RECORD EXCERPTS:
=== Section Start ===
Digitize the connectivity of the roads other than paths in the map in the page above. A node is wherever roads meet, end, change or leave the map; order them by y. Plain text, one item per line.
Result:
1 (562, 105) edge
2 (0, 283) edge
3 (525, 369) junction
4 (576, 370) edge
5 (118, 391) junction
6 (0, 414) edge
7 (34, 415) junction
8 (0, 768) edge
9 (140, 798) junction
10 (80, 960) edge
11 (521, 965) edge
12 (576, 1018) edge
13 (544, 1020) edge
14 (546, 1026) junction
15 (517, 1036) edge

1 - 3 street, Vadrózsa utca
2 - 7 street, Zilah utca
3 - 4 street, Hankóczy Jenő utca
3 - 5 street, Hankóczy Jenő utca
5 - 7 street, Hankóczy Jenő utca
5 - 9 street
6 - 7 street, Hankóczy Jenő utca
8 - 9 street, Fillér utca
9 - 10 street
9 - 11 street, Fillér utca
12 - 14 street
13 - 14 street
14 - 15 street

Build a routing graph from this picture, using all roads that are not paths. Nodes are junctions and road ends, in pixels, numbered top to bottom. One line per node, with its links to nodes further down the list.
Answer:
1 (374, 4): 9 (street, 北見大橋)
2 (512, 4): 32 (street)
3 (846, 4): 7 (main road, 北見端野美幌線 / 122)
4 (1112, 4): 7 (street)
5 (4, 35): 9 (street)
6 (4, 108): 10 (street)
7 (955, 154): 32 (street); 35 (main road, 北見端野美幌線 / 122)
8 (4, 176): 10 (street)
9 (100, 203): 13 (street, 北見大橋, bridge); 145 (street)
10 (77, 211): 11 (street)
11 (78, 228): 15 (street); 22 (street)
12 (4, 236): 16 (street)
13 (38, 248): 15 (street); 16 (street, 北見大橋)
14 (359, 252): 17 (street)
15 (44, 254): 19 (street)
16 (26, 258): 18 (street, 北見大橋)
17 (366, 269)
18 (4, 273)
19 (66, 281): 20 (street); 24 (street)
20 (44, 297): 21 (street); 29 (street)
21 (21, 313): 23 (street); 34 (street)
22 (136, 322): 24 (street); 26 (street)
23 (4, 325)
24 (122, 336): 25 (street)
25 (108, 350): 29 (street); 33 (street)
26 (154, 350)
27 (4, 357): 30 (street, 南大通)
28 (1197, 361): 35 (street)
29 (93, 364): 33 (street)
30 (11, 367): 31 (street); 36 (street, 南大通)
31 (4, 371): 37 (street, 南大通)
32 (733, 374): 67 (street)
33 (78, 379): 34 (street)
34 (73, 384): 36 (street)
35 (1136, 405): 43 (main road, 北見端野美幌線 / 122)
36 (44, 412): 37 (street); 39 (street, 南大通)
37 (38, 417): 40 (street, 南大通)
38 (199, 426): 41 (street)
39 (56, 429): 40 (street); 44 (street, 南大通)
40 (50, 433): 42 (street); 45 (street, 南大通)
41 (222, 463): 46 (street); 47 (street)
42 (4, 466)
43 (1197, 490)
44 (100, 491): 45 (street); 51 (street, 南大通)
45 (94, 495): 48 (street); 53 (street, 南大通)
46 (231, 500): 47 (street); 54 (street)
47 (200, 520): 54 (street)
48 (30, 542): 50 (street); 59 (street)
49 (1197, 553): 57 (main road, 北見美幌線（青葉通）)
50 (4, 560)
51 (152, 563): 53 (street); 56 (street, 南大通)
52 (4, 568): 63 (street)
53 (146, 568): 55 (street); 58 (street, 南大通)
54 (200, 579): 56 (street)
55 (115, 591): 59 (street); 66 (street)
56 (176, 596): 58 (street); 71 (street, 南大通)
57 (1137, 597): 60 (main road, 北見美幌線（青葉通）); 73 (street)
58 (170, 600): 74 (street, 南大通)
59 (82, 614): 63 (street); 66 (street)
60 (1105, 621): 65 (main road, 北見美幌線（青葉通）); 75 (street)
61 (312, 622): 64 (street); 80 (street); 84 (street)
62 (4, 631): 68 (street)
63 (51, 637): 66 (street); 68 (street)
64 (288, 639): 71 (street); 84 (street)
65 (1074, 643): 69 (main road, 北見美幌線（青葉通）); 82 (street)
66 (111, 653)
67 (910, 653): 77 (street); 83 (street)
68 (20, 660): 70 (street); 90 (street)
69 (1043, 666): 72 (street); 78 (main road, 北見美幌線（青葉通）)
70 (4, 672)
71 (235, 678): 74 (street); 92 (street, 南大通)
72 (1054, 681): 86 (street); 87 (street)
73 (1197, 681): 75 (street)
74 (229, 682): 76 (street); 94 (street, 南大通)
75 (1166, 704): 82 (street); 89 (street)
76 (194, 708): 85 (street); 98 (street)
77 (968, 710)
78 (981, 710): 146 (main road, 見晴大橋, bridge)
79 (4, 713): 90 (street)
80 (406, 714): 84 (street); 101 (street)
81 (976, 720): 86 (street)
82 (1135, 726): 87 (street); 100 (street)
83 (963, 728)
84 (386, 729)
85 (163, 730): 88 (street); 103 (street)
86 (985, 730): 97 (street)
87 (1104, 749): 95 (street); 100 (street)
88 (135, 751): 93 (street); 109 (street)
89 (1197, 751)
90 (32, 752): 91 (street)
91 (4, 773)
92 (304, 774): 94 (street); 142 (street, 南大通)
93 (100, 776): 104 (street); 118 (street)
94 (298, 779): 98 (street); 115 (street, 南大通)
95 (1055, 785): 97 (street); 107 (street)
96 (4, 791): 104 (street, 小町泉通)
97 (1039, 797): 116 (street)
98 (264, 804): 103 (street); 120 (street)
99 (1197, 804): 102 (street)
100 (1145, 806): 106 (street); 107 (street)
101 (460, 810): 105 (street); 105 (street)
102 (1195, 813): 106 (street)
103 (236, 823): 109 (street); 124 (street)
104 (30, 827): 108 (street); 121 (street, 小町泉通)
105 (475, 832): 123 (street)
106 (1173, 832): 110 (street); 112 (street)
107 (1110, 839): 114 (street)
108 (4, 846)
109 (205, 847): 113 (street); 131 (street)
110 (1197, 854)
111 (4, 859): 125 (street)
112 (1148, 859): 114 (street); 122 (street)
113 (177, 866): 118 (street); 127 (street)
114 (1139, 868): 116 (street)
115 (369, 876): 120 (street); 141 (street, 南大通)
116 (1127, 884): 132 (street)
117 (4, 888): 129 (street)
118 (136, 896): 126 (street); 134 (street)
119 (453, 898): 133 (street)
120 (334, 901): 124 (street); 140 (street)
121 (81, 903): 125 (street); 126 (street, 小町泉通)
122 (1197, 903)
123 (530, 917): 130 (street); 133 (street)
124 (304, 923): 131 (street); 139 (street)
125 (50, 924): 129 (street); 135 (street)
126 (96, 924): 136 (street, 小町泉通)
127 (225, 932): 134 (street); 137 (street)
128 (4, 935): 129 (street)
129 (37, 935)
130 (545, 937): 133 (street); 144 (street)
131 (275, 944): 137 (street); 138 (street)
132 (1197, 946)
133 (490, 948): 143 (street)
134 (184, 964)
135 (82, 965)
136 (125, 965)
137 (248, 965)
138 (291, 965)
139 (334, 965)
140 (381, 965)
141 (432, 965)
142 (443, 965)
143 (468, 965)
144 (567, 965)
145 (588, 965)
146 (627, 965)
=== Section End ===
PROBLEM TO WORK ON: The response must contain every line from the listing above in which the string "utca" appears.

SOLUTION TO THIS EXERCISE:
1 - 3 street, Vadrózsa utca
2 - 7 street, Zilah utca
3 - 4 street, Hankóczy Jenő utca
3 - 5 street, Hankóczy Jenő utca
5 - 7 street, Hankóczy Jenő utca
6 - 7 street, Hankóczy Jenő utca
8 - 9 street, Fillér utca
9 - 11 street, Fillér utca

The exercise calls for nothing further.